Aim of the task
Copy the lines below that contain "Cavalcânti".

Input records
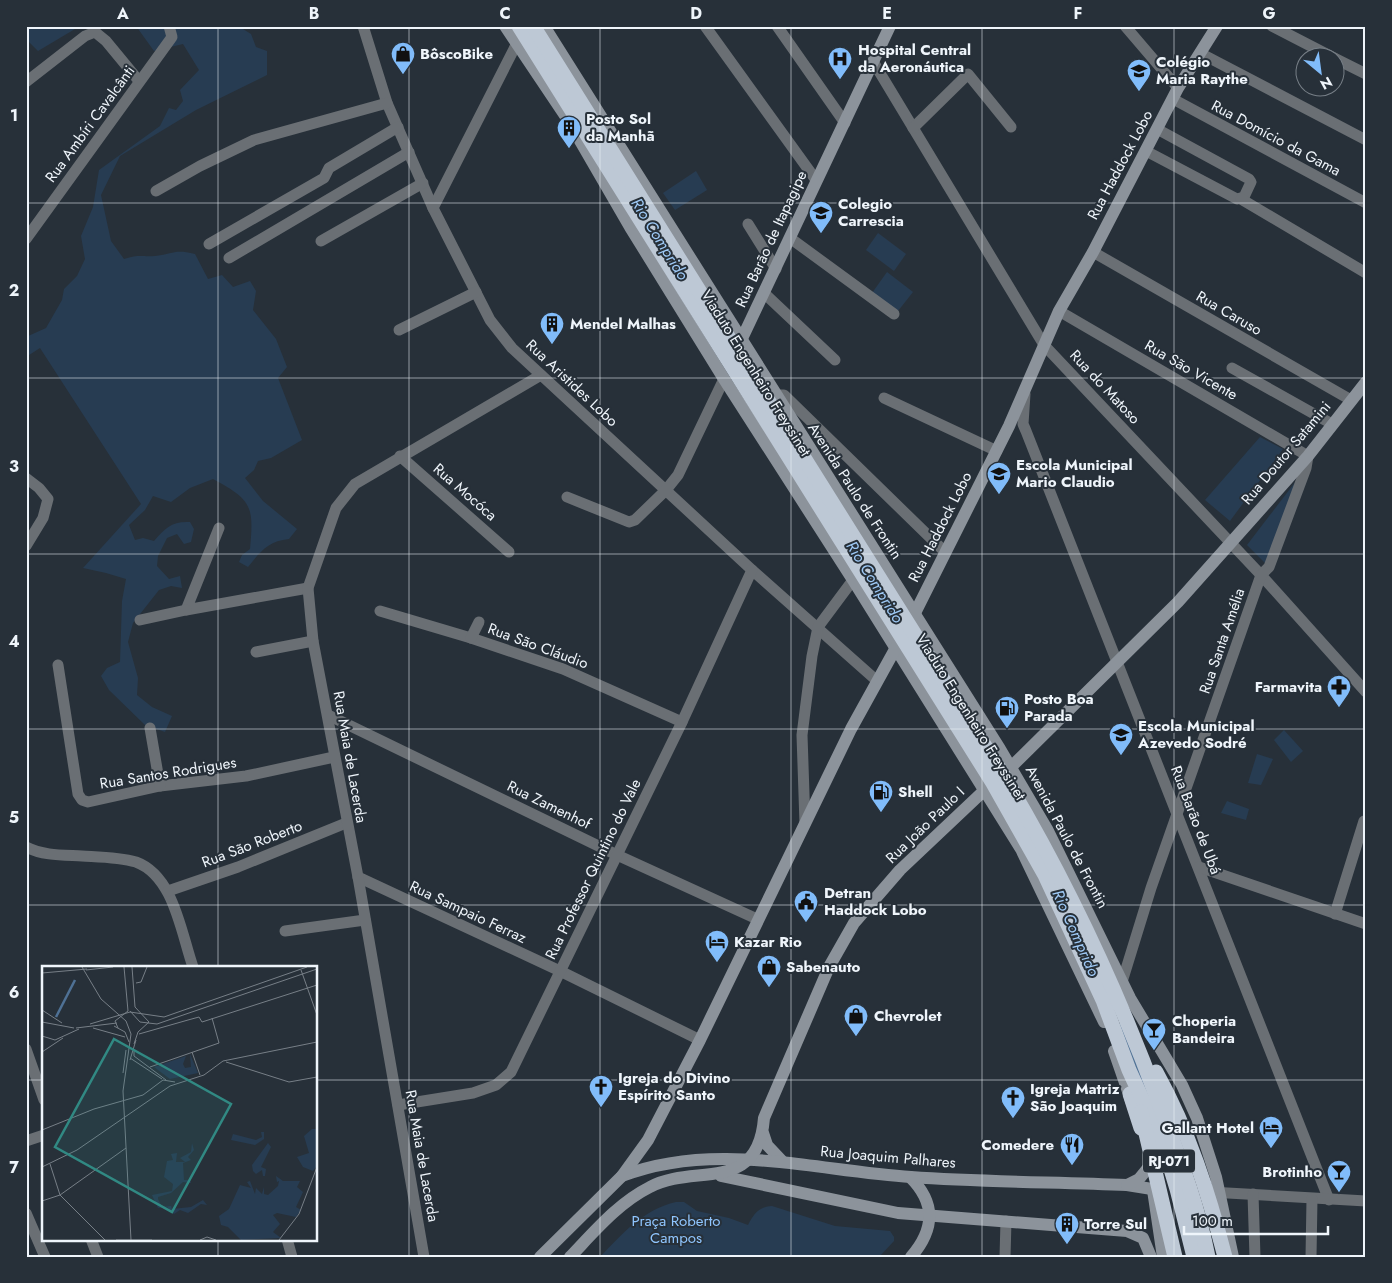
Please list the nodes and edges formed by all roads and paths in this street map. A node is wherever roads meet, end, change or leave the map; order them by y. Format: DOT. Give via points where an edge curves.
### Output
graph roads {
  1 [pos="169,26"];
  2 [pos="363,26"];
  3 [pos="505,26"];
  4 [pos="519,26"];
  5 [pos="533,26"];
  6 [pos="544,26"];
  7 [pos="705,26"];
  8 [pos="777,26"];
  9 [pos="890,26"];
  10 [pos="1124,26"];
  11 [pos="1217,26"];
  12 [pos="1272,26"];
  13 [pos="516,45"];
  14 [pos="1315,48"];
  15 [pos="1200,53"];
  16 [pos="874,62"];
  17 [pos="1344,63"];
  18 [pos="1366,74"];
  19 [pos="139,81"];
  20 [pos="26,82"];
  21 [pos="1175,93"];
  22 [pos="387,103"];
  23 [pos="593,104"];
  24 [pos="568,120"];
  25 [pos="845,122"];
  26 [pos="398,127"];
  27 [pos="1011,127"];
  28 [pos="913,128"];
  29 [pos="1157,129"];
  30 [pos="1366,140"];
  31 [pos="1146,151"];
  32 [pos="409,152"];
  33 [pos="816,180"];
  34 [pos="422,183"];
  35 [pos="156,191"];
  36 [pos="1241,199"];
  37 [pos="1366,203"];
  38 [pos="433,208"];
  39 [pos="659,209"];
  40 [pos="748,224"];
  41 [pos="630,227"];
  42 [pos="790,238"];
  43 [pos="26,239"];
  44 [pos="321,240"];
  45 [pos="209,244"];
  46 [pos="1092,252"];
  47 [pos="228,258"];
  48 [pos="776,269"];
  49 [pos="1366,273"];
  50 [pos="476,292"];
  51 [pos="764,293"];
  52 [pos="1058,311"];
  53 [pos="894,314"];
  54 [pos="399,330"];
  55 [pos="740,341"];
  56 [pos="1044,345"];
  57 [pos="835,360"];
  58 [pos="1232,368"];
  59 [pos="541,375"];
  60 [pos="725,378"];
  61 [pos="1366,382"];
  62 [pos="1025,394"];
  63 [pos="774,395"];
  64 [pos="884,398"];
  65 [pos="1352,400"];
  66 [pos="1023,424"];
  67 [pos="1332,424"];
  68 [pos="1009,426"];
  69 [pos="997,451"];
  70 [pos="400,456"];
  71 [pos="1308,456"];
  72 [pos="26,478"];
  73 [pos="666,490"];
  74 [pos="567,497"];
  75 [pos="219,528"];
  76 [pos="1231,544"];
  77 [pos="26,546"];
  78 [pos="509,552"];
  79 [pos="946,552"];
  80 [pos="752,570"];
  81 [pos="1261,575"];
  82 [pos="853,580"];
  83 [pos="308,588"];
  84 [pos="186,610"];
  85 [pos="380,611"];
  86 [pos="914,615"];
  87 [pos="140,620"];
  88 [pos="479,622"];
  89 [pos="818,627"];
  90 [pos="471,638"];
  91 [pos="313,641"];
  92 [pos="895,647"];
  93 [pos="256,652"];
  94 [pos="1118,661"];
  95 [pos="58,665"];
  96 [pos="876,680"];
  97 [pos="1366,692"];
  98 [pos="328,715"];
  99 [pos="682,722"];
  100 [pos="150,728"];
  101 [pos="334,757"];
  102 [pos="1011,768"];
  103 [pos="160,786"];
  104 [pos="984,790"];
  105 [pos="1178,815"];
  106 [pos="1364,821"];
  107 [pos="346,822"];
  108 [pos="805,824"];
  109 [pos="1047,829"];
  110 [pos="1185,833"];
  111 [pos="1170,836"];
  112 [pos="26,847"];
  113 [pos="1020,849"];
  114 [pos="617,855"];
  115 [pos="1199,866"];
  116 [pos="358,877"];
  117 [pos="168,891"];
  118 [pos="1335,914"];
  119 [pos="365,920"];
  120 [pos="757,920"];
  121 [pos="1366,924"];
  122 [pos="285,931"];
  123 [pos="193,966"];
  124 [pos="560,971"];
  125 [pos="1122,982"];
  126 [pos="1130,998"];
  127 [pos="1105,1000"];
  128 [pos="700,1040"];
  129 [pos="1140,1048"];
  130 [pos="26,1049"];
  131 [pos="1171,1066"];
  132 [pos="1129,1070"];
  133 [pos="1182,1085"];
  134 [pos="42,1087"];
  135 [pos="1136,1095"];
  136 [pos="398,1105"];
  137 [pos="763,1133"];
  138 [pos="42,1136"];
  139 [pos="26,1142"];
  140 [pos="747,1160"];
  141 [pos="783,1162"];
  142 [pos="1148,1168"];
  143 [pos="716,1175"];
  144 [pos="622,1176"];
  145 [pos="910,1177"];
  146 [pos="1127,1186"];
  147 [pos="1152,1189"];
  148 [pos="1200,1192"];
  149 [pos="1220,1192"];
  150 [pos="1253,1194"];
  151 [pos="1312,1199"];
  152 [pos="1329,1200"];
  153 [pos="1366,1202"];
  154 [pos="26,1213"];
  155 [pos="930,1216"];
  156 [pos="1006,1221"];
  157 [pos="91,1240"];
  158 [pos="286,1240"];
  159 [pos="46,1257"];
  160 [pos="98,1257"];
  161 [pos="292,1257"];
  162 [pos="424,1257"];
  163 [pos="540,1257"];
  164 [pos="570,1257"];
  165 [pos="911,1257"];
  166 [pos="1005,1257"];
  167 [pos="1151,1257"];
  168 [pos="1163,1257"];
  169 [pos="1175,1257"];
  170 [pos="1180,1257"];
  171 [pos="1194,1257"];
  172 [pos="1208,1257"];
  173 [pos="1214,1257"];
  174 [pos="1225,1257"];
  175 [pos="1232,1257"];
  176 [pos="1255,1257"];
  177 [pos="1311,1257"];
  1 -- 19 [label="street, Rua Ambíri Cavalcânti" via="171,40"];
  2 -- 22 [label="street, Rua Aristides Lobo"];
  3 -- 13 [label="main road"];
  4 -- 132 [label="highway, Viaduto Engenheiro Freyssinet / RJ-071, bridge" via="1012,816 1087,962"];
  5 -- 129 [label="highway, Viaduto Engenheiro Freyssinet / RJ-071, bridge" via="1030,819 1075,905"];
  6 -- 13 [label="street, bridge"];
  6 -- 23 [label="main road, Avenida Paulo de Frontin"];
  7 -- 33 [label="street"];
  8 -- 25 [label="street"];
  9 -- 16 [label="main road, Rua Barão de Itapagipe"];
  10 -- 21 [label="street"];
  11 -- 15 [label="main road, Rua Haddock Lobo"];
  12 -- 14 [label="street"];
  13 -- 24 [label="main road"];
  13 -- 38 [label="street"];
  15 -- 21 [label="main road, Rua Haddock Lobo"];
  15 -- 30 [label="street"];
  16 -- 25 [label="main road, Rua Barão de Itapagipe"];
  16 -- 28 [label="street, Rua do Matoso"];
  17 -- 18 [label="street"];
  19 -- 20 [label="street" via="96,32 85,36"];
  19 -- 43 [label="street, Rua Ambíri Cavalcânti"];
  21 -- 29 [label="main road, Rua Haddock Lobo"];
  21 -- 37 [label="street, Rua Domício da Gama"];
  22 -- 26 [label="street, Rua Aristides Lobo"];
  22 -- 35 [label="street" via="254,140"];
  23 -- 24 [label="main road, bridge"];
  23 -- 39 [label="main road, Avenida Paulo de Frontin"];
  24 -- 41 [label="main road"];
  25 -- 33 [label="main road, Rua Barão de Itapagipe"];
  26 -- 32 [label="street, Rua Aristides Lobo"];
  26 -- 45 [label="street" via="329,168 324,178"];
  27 -- 28 [label="street" via="968,74"];
  28 -- 56 [label="street, Rua do Matoso"];
  29 -- 31 [label="main road, Rua Haddock Lobo"];
  29 -- 36 [label="street" via="1249,179"];
  31 -- 36 [label="street"];
  31 -- 46 [label="main road, Rua Haddock Lobo"];
  32 -- 34 [label="street, Rua Aristides Lobo"];
  32 -- 47 [label="street"];
  33 -- 42 [label="main road, Rua Barão de Itapagipe"];
  34 -- 38 [label="street, Rua Aristides Lobo"];
  34 -- 44 [label="street"];
  36 -- 49 [label="street"];
  38 -- 50 [label="street, Rua Aristides Lobo"];
  39 -- 41 [label="main road, bridge"];
  39 -- 55 [label="main road, Avenida Paulo de Frontin"];
  40 -- 48 [label="street"];
  41 -- 60 [label="main road"];
  42 -- 48 [label="main road, Rua Barão de Itapagipe"];
  42 -- 53 [label="street"];
  46 -- 52 [label="main road, Rua Haddock Lobo"];
  46 -- 65 [label="street, Rua Caruso"];
  48 -- 51 [label="main road, Rua Barão de Itapagipe"];
  50 -- 54 [label="street"];
  50 -- 59 [label="street, Rua Aristides Lobo" via="499,332"];
  51 -- 55 [label="main road, Rua Barão de Itapagipe"];
  51 -- 57 [label="street"];
  52 -- 56 [label="main road, Rua Haddock Lobo"];
  52 -- 71 [label="street, Rua São Vicente"];
  55 -- 60 [label="main road, Rua Barão de Itapagipe, bridge"];
  55 -- 63 [label="main road, Avenida Paulo de Frontin"];
  56 -- 62 [label="main road, Rua Haddock Lobo"];
  56 -- 76 [label="street, Rua do Matoso"];
  58 -- 67 [label="street"];
  59 -- 70 [label="street, Rua Maia de Lacerda"];
  59 -- 73 [label="street, Rua Aristides Lobo"];
  60 -- 73 [label="street, Rua Barão de Itapagipe" via="678,475"];
  60 -- 82 [label="main road"];
  61 -- 65 [label="main road, Rua Doutor Satamini"];
  62 -- 66 [label="street, Rua Barão de Ubá"];
  62 -- 68 [label="main road, Rua Haddock Lobo"];
  63 -- 79 [label="street" via="784,395"];
  63 -- 86 [label="main road, Avenida Paulo de Frontin"];
  64 -- 69 [label="street"];
  65 -- 67 [label="main road, Rua Doutor Satamini"];
  66 -- 68 [label="street"];
  66 -- 94 [label="street, Rua Barão de Ubá"];
  67 -- 71 [label="main road, Rua Doutor Satamini"];
  68 -- 69 [label="main road, Rua Haddock Lobo"];
  69 -- 79 [label="main road, Rua Haddock Lobo"];
  70 -- 78 [label="street, Rua Mocóca"];
  70 -- 83 [label="street, Rua Maia de Lacerda" via="360,480 346,493 336,508"];
  71 -- 76 [label="main road, Rua Doutor Satamini"];
  71 -- 81 [label="street, Rua Santa Amélia" via="1269,567"];
  72 -- 77 [label="street" via="48,499 43,518"];
  73 -- 74 [label="street, Rua Barão de Itapagipe" via="632,522"];
  73 -- 80 [label="street, Rua Aristides Lobo"];
  75 -- 84 [label="street"];
  76 -- 81 [label="street, Rua do Matoso"];
  76 -- 94 [label="main road, Rua João Paulo I"];
  79 -- 86 [label="main road, Rua Haddock Lobo"];
  80 -- 89 [label="street, Rua Aristides Lobo"];
  80 -- 99 [label="street, Rua Professor Quintino do Vale"];
  81 -- 97 [label="street, Rua do Matoso"];
  81 -- 105 [label="street, Rua Santa Amélia"];
  82 -- 89 [label="street"];
  82 -- 92 [label="main road"];
  83 -- 84 [label="street"];
  83 -- 91 [label="street, Rua Maia de Lacerda"];
  84 -- 87 [label="street"];
  85 -- 90 [label="street, Rua São Cláudio"];
  86 -- 92 [label="main road, Rua Haddock Lobo, bridge"];
  86 -- 102 [label="main road, Avenida Paulo de Frontin"];
  88 -- 90 [label="street"];
  89 -- 96 [label="street, Rua Aristides Lobo"];
  89 -- 108 [label="street" via="807,682 802,735"];
  90 -- 99 [label="street, Rua São Cláudio" via="564,669"];
  91 -- 93 [label="street"];
  91 -- 98 [label="street, Rua Maia de Lacerda"];
  92 -- 96 [label="main road, Rua Haddock Lobo"];
  92 -- 104 [label="main road"];
  94 -- 102 [label="main road, Rua João Paulo I"];
  94 -- 105 [label="street, Rua Barão de Ubá"];
  95 -- 103 [label="street, Rua Santos Rodrigues" via="78,794 82,800 88,802"];
  96 -- 108 [label="main road, Rua Haddock Lobo"];
  98 -- 101 [label="street, Rua Maia de Lacerda"];
  98 -- 114 [label="street, Rua Zamenhof"];
  99 -- 114 [label="street, Rua Professor Quintino do Vale"];
  100 -- 103 [label="street"];
  101 -- 103 [label="street, Rua Santos Rodrigues" via="246,776"];
  101 -- 107 [label="street, Rua Maia de Lacerda"];
  102 -- 104 [label="main road, Rua João Paulo I, bridge"];
  102 -- 109 [label="main road, Avenida Paulo de Frontin"];
  104 -- 113 [label="main road"];
  104 -- 137 [label="main road, Rua João Paulo I" via="900,870 854,923 829,967 764,1118"];
  105 -- 110 [label="street, Rua Barão de Ubá"];
  105 -- 111 [label="street, Rua Santa Amélia"];
  106 -- 118 [label="street"];
  107 -- 116 [label="street, Rua Maia de Lacerda"];
  107 -- 117 [label="street, Rua São Roberto" via="238,867"];
  108 -- 120 [label="main road, Rua Haddock Lobo"];
  109 -- 113 [label="main road, bridge"];
  109 -- 125 [label="main road, Avenida Paulo de Frontin"];
  110 -- 111 [label="street"];
  110 -- 115 [label="street, Rua Barão de Ubá"];
  111 -- 125 [label="street, Rua Santa Amélia"];
  112 -- 117 [label="street" via="45,854 119,858 138,863 155,875"];
  113 -- 127 [label="main road"];
  114 -- 120 [label="street, Rua Zamenhof"];
  114 -- 124 [label="street, Rua Professor Quintino do Vale"];
  115 -- 118 [label="street"];
  115 -- 152 [label="street, Rua Barão de Ubá"];
  116 -- 119 [label="street, Rua Maia de Lacerda"];
  116 -- 124 [label="street, Rua Sampaio Ferraz"];
  117 -- 123 [label="street"];
  118 -- 121 [label="street"];
  119 -- 122 [label="street"];
  119 -- 136 [label="street, Rua Maia de Lacerda"];
  120 -- 128 [label="main road, Rua Haddock Lobo"];
  124 -- 128 [label="street, Rua Sampaio Ferraz"];
  124 -- 136 [label="street, Rua Professor Quintino do Vale" via="511,1072 496,1085 473,1093"];
  125 -- 126 [label="main road, Avenida Paulo de Frontin"];
  125 -- 127 [label="main road"];
  126 -- 127 [label="main road"];
  126 -- 131 [label="main road, Avenida Paulo de Frontin"];
  127 -- 135 [label="main road"];
  128 -- 144 [label="main road, Rua Haddock Lobo" via="648,1140"];
  129 -- 172 [label="highway, Viaduto Engenheiro Freyssinet / RJ-071, bridge" via="1185,1167"];
  129 -- 174 [label="highway, bridge" via="1156,1071 1187,1133"];
  130 -- 134 [label="street"];
  131 -- 133 [label="main road, Avenida Paulo de Frontin"];
  131 -- 135 [label="main road" via="1160,1086 1151,1093"];
  132 -- 169 [label="highway, bridge" via="1151,1147"];
  132 -- 171 [label="highway, Viaduto Engenheiro Freyssinet / RJ-071, bridge" via="1165,1149"];
  133 -- 148 [label="main road, Avenida Paulo de Frontin"];
  133 -- 149 [label="main road, Avenida Paulo de Frontin" via="1197,1118"];
  135 -- 142 [label="main road"];
  135 -- 170 [label="highway"];
  136 -- 162 [label="street, Rua Maia de Lacerda"];
  137 -- 140 [label="main road, Rua João Paulo I"];
  137 -- 141 [label="main road" via="766,1145"];
  138 -- 139 [label="street"];
  140 -- 141 [label="main road, Rua Joaquim Palhares"];
  140 -- 143 [label="main road" via="735,1169"];
  140 -- 144 [label="main road, Rua Joaquim Palhares" via="671,1161"];
  141 -- 145 [label="main road, Rua Joaquim Palhares"];
  142 -- 146 [label="main road"];
  142 -- 147 [label="main road"];
  143 -- 155 [label="main road" via="838,1202"];
  143 -- 164 [label="main road" via="667,1180 632,1197"];
  144 -- 163 [label="main road, Rua Haddock Lobo"];
  145 -- 146 [label="main road, Rua Joaquim Palhares"];
  145 -- 155 [label="main road" via="927,1198"];
  146 -- 147 [label="main road, Rua Joaquim Palhares"];
  147 -- 168 [label="main road"];
  148 -- 149 [label="street"];
  148 -- 173 [label="main road, Avenida Paulo de Frontin"];
  149 -- 150 [label="street"];
  149 -- 175 [label="main road, Avenida Paulo de Frontin"];
  150 -- 151 [label="street"];
  150 -- 176 [label="street"];
  151 -- 152 [label="street"];
  151 -- 177 [label="street"];
  152 -- 153 [label="street"];
  154 -- 159 [label="street"];
  155 -- 156 [label="main road"];
  155 -- 165 [label="main road" via="925,1235"];
  156 -- 166 [label="street"];
  156 -- 167 [label="main road" via="1127,1231 1142,1238"];
  157 -- 160 [label="street"];
  158 -- 161 [label="street"];
}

Answer space
  1 -- 19 [label="street, Rua Ambíri Cavalcânti" via="171,40"];
  19 -- 43 [label="street, Rua Ambíri Cavalcânti"];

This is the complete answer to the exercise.